Lumpur ‘Hiasi’ Pusat Kota Bitung, Ini Penjelasan Kadis PUPR Dan Dinas Kebersihan

Bitung, Sulutreview.com
Hampir 2 bulan ini kondisi pusat kota Bitung sepertinya sudah tak enak dipandang. Apa pasal? Hal ini disebabkan adanya pemandangan halaman yang sudah dikotori oleh adanya lumpur menguning kecoklatan yang mengotori bibir jalan di pusat keramaian Kota Cakalang ini meskipun tidak secara menyeluruh.

Terpantau wartawan Sulutreview.com bahwa kondisi lumpur kuning kecoklatan ini membuat banyak celoteh miring oleh sejumput masyarakat yang mengkritisi akan adanya lumpur kuning ini yang seakan-akan atau seolah-olah membuat mata Pemerintah Kota Bitung seakan tutup mata dengan adanya wajah pusat Kota Bitung yang sudah luntur dengan adanya lumpur kuning ini yang tiba-tiba masuk merusak tatanan kebersihan bahkan penataan Kota Bitung dengan segudang prestasi lingkungan yang digenggam saat ini yaitu Piala Adipura.

Wartawan Sulutreview pun melangkahkan kaki menelusuri titik-titik pusat Kota Bitung yang dikotori oleh lumpur kuning ini yaitu di seputaran Bank Sulut dan di depan Polsek Pelabuhan pada Senin (15/06/2020).

Tak hanya itu pun di bibir-bibir jalan di toko-toko dan ruko yang berjejer pun tak terelakan dengan adanya bekas lumpur yang menguning.

Parahnya, dari berbagai informasi masyarakat jika hujan turun, lumpur ini seakan menyerang pusat kota dan pemerintah diduga membiarkan akan adanya kondisi ini.

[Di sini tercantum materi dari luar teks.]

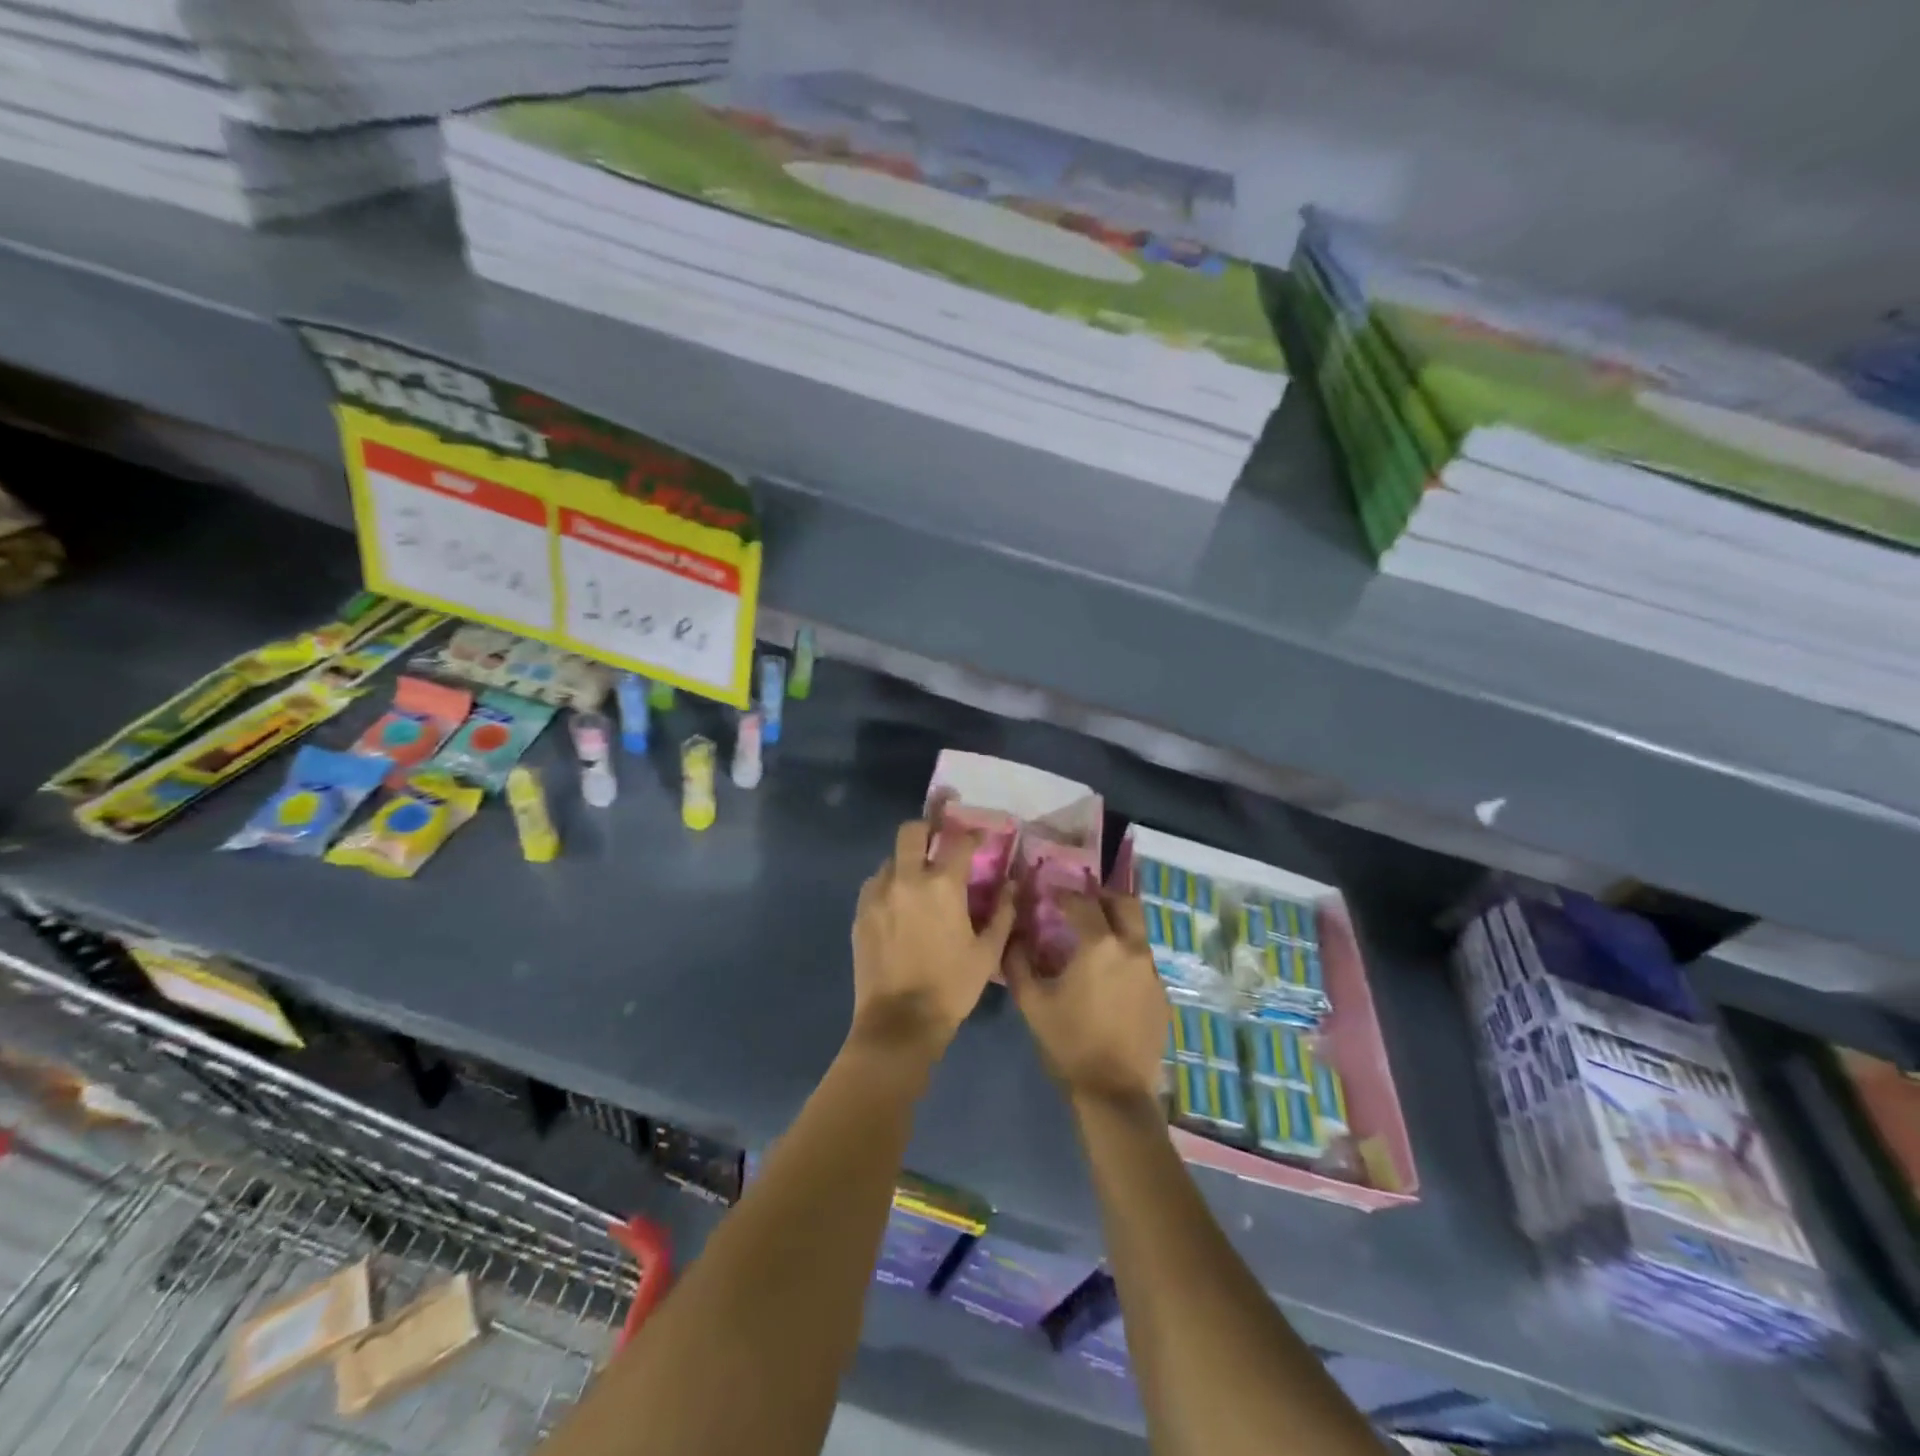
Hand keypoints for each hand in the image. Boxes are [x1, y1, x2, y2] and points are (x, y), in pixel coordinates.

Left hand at [850, 816, 1014, 1055]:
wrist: (900, 1022)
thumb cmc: (952, 987)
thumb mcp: (988, 953)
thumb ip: (1003, 913)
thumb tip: (1011, 885)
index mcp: (943, 886)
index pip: (959, 842)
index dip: (973, 835)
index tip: (980, 838)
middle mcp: (907, 879)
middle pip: (911, 831)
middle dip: (927, 828)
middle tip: (938, 839)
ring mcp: (878, 895)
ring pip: (890, 860)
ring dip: (906, 862)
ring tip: (917, 882)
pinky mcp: (860, 913)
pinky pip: (874, 885)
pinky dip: (888, 886)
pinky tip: (898, 905)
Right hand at [1007, 890, 1169, 1107]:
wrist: (1114, 1092)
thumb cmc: (1069, 1042)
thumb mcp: (1032, 1002)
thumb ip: (1018, 961)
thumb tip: (1014, 936)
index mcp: (1100, 945)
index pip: (1082, 902)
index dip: (1063, 894)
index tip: (1049, 895)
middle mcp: (1132, 949)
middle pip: (1124, 903)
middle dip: (1101, 898)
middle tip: (1081, 906)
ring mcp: (1152, 971)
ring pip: (1137, 931)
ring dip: (1117, 926)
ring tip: (1095, 941)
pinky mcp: (1162, 994)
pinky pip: (1143, 961)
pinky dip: (1126, 957)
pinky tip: (1110, 978)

“Setidaknya ketika ada lumpur ini, dinas terkait langsung melakukan pembersihan jangan hanya sampah saja,” kata beberapa warga di pusat Kota yang enggan namanya ditulis.

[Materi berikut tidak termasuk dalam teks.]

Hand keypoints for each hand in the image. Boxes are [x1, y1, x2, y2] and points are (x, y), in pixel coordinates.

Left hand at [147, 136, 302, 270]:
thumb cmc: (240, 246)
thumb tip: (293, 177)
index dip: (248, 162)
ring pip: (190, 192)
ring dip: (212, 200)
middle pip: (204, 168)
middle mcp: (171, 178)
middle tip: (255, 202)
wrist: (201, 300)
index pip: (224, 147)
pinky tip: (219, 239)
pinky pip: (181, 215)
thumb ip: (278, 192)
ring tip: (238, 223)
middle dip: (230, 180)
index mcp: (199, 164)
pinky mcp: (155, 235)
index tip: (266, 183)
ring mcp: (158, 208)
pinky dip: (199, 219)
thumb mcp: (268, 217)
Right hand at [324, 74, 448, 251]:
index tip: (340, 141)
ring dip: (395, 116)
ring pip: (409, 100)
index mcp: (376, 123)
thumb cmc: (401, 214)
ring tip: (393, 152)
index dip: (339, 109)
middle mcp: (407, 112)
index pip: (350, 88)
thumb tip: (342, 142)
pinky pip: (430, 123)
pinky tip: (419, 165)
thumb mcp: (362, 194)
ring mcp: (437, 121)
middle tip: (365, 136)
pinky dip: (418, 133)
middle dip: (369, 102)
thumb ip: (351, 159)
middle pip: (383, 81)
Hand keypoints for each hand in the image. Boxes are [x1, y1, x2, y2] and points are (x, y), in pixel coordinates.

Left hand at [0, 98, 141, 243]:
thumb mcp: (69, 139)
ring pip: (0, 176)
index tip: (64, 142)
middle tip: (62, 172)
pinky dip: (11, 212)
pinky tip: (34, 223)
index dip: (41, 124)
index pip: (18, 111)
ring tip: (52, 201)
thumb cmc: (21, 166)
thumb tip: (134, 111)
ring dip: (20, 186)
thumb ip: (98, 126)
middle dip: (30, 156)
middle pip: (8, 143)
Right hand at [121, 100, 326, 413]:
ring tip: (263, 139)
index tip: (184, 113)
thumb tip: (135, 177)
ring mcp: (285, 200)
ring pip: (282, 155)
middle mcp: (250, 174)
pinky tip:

Yang memiriskan jika cuaca panas lumpurnya menguap muncul bau yang membusuk dan abunya beterbangan yang mengancam polusi.

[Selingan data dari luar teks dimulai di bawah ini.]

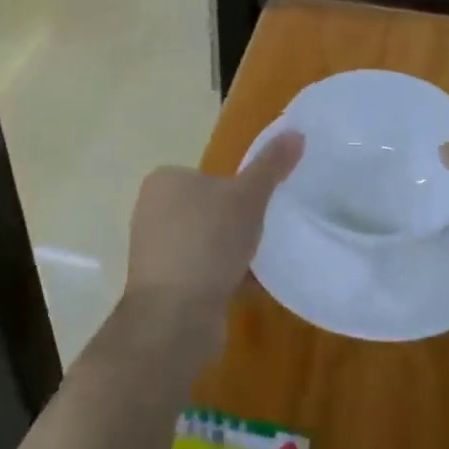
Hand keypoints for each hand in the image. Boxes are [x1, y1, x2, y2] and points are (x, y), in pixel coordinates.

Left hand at [123, 130, 304, 348]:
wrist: (176, 316)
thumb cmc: (209, 242)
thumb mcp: (248, 196)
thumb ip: (271, 165)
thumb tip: (296, 132)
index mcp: (164, 180)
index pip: (208, 175)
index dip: (238, 189)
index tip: (261, 205)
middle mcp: (151, 211)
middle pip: (208, 209)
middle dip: (236, 223)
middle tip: (264, 232)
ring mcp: (153, 250)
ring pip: (206, 242)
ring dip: (232, 253)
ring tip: (261, 262)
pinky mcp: (161, 286)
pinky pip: (201, 272)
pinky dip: (224, 277)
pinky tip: (251, 288)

Wartawan Sulutreview.com pun langsung mengkonfirmasi akan kondisi carut marutnya kebersihan di pusat Kota Bitung yang dikotori oleh lumpur kuning ini.

Kepada Kepala Dinas Lingkungan Hidup (DLH) yang dulunya disebut Dinas Kebersihan Sadat Minabari saat dikonfirmasi dirinya membenarkan bahwa memang lumpur kuning ini sudah banyak yang menelpon mempertanyakan kenapa Dinas Kebersihan tidak ada langkah cepat dalam melakukan pembersihan ini.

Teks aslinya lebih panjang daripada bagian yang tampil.